Único representante de Goiás na CCJ o senador Vanderlan Cardoso (PSD) votou a favor do fim da 6×1.

 

O senador Rogério Marinho (PL-RN), que  é o líder da oposição no Senado Federal e coordenador da campanha de Flávio Bolsonaro (PL) à Presidência da República votou contra. Marinho foi secretário especial da Previdência de 2019 a 2020 e ministro do Desenvolvimento Regional de 2020 a 2022, durante o governo Jair Bolsonaro. Ex-vice-presidente do Brasil, o senador gaúcho Hamilton Mourão (Republicanos), foi também contra a redução da jornada de trablaho. Tereza Cristina (PP), que foi cotada para a vice de Flávio Bolsonaro  votou contra, assim como Jaime Bagattoli (PL), que atua em seu primeiro mandato como senador por Rondônia.

 

VEJA QUEM VOTOU CONTRA A PEC

  • Rogério Marinho (PL/RN)
  • Jaime Bagattoli (PL/RO)
  • Tereza Cristina (PP/MS)
  • Hamilton Mourão (Republicanos/RS)

 

VEJA QUEM FOI A FAVOR DA PEC

Senador Vanderlan Cardoso votou pelo fim da 6×1
  • Eduardo Braga (MDB/AM)
  • Renan Calheiros (MDB/AL)
  • Jader Barbalho (MDB/PA)
  • Veneziano Vital do Rêgo (MDB/PB)
  • Soraya Thronicke (PSB/MS)
  • Professora Dorinha Seabra (União/TO)
  • Styvenson Valentim (Podemos/RN)
  • Oriovisto Guimarães (PSDB/PR)
  • Jayme Campos (União/MT)
  • Jorge Seif (PL/SC)
  • Magno Malta (PL/ES)
  • Dr.

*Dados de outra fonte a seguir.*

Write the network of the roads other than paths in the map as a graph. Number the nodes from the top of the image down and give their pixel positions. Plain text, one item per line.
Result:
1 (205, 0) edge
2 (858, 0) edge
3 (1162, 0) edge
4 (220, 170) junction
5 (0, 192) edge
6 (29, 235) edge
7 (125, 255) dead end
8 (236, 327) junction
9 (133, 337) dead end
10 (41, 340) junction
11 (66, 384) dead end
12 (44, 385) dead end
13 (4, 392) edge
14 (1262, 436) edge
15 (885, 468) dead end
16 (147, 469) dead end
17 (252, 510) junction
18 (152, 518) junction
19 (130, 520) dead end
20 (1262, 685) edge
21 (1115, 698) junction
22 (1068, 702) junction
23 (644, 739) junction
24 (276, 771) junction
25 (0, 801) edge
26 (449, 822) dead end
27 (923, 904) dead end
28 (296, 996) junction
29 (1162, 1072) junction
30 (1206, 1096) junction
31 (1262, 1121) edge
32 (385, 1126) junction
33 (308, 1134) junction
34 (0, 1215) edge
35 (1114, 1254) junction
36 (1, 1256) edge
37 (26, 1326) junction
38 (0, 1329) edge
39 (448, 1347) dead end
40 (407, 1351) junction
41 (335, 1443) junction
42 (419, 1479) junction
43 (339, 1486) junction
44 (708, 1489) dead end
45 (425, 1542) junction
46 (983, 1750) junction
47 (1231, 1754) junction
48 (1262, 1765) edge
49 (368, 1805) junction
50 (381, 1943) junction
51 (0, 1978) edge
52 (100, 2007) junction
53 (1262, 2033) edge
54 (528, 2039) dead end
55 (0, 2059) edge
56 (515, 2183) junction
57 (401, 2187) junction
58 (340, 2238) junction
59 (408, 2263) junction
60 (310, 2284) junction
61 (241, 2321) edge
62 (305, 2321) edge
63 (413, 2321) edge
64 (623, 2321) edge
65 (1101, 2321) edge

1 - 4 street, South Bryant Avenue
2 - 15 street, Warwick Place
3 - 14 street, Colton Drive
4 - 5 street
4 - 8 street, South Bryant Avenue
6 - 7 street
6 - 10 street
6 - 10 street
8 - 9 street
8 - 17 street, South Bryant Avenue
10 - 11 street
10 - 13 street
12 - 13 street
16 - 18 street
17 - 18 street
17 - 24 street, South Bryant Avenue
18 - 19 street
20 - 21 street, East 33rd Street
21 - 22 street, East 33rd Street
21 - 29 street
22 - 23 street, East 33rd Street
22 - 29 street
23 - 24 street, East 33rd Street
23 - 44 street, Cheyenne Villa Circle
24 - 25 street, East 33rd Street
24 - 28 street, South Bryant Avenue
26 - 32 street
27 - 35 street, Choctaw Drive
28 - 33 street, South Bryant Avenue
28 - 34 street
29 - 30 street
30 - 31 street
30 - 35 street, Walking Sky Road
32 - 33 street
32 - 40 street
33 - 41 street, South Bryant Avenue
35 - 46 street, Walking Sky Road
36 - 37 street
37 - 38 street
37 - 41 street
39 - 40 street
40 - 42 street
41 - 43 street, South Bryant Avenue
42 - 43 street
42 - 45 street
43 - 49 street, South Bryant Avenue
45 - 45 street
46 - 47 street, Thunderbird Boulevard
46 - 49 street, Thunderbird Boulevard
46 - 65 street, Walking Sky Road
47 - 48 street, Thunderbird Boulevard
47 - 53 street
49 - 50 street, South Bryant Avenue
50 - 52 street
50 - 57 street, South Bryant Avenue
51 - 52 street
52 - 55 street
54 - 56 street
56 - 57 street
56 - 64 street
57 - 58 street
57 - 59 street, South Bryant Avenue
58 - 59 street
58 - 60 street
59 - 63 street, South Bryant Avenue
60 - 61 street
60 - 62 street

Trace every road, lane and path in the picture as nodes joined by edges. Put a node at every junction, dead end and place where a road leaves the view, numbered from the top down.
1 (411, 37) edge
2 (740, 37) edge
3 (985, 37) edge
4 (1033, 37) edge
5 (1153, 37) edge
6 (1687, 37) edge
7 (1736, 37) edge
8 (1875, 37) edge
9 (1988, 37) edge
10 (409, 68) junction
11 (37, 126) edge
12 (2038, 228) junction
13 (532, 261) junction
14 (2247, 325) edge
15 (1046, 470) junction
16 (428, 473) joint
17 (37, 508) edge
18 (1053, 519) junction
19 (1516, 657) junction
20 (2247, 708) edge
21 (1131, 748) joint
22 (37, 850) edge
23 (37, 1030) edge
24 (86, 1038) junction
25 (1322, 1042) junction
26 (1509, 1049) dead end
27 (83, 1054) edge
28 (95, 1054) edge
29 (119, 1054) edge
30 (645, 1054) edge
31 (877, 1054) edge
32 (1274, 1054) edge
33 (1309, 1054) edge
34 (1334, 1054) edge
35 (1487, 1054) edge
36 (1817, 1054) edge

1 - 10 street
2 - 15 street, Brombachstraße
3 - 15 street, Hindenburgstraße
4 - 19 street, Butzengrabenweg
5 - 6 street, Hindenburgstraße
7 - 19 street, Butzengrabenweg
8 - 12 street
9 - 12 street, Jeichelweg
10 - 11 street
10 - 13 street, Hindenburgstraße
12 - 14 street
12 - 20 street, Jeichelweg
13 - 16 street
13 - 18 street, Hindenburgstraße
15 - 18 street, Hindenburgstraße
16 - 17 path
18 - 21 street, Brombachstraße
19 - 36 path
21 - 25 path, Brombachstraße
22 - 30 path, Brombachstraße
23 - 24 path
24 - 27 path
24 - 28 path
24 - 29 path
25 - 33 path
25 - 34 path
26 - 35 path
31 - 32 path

Hiran (PP/RR)
  • Laércio Oliveira (PP/SE)
  • Otto Alencar (PSD/BA)
  • Omar Aziz (PSD/AM)
  • Eliziane Gama (PSD/MA)
  • Vanderlan Cardoso (PSD/GO)
  • Rodrigo Pacheco (PSB/MG)
  • Lourdinha Pereira (PSB/MA)
  • Rogério Carvalho (PT/SE)
  • Fabiano Contarato (PT/ES)
  • Camilo Santana (PT/CE)
  • Weverton Rocha (PDT/MA)

 

 

Flávio Bolsonaro interrompe campanha para atuar contra o fim da escala 6×1

 

Foto: Lula Marques / Agência Brasil.

 

O candidato do PL à Presidência, Flávio Bolsonaro, deu uma pausa na agenda eleitoral na terça-feira (1º) para permanecer em Brasília e acompanhar nesta quarta-feira (2/9)as articulações no Congresso sobre o fim da escala 6×1, com objetivo de  criar contraponto à proposta do governo do presidente Lula.

“A minha posição é a alternativa melhor que nós estamos dando, de liberdade total para o trabalhador poder fazer a sua própria escala, com todos os direitos trabalhistas garantidos na Constituição”, afirmou Flávio.

O próprio entorno do candidato reconhece que simplesmente se posicionar contra o fim da 6×1 é uma posição difícil de sustentar diante da popularidade da mudança. Pesquisa Quaest, divulgada em 15 de julho, aponta que 69% dos brasileiros são favoráveis, mas Flávio e os coordenadores da campanha avaliam que a aprovação da redução da jornada de trabalho é um ponto positivo para o presidente Lula e por isso lutam para que ela não seja aprovada no plenário do Senado, após a derrota na CCJ.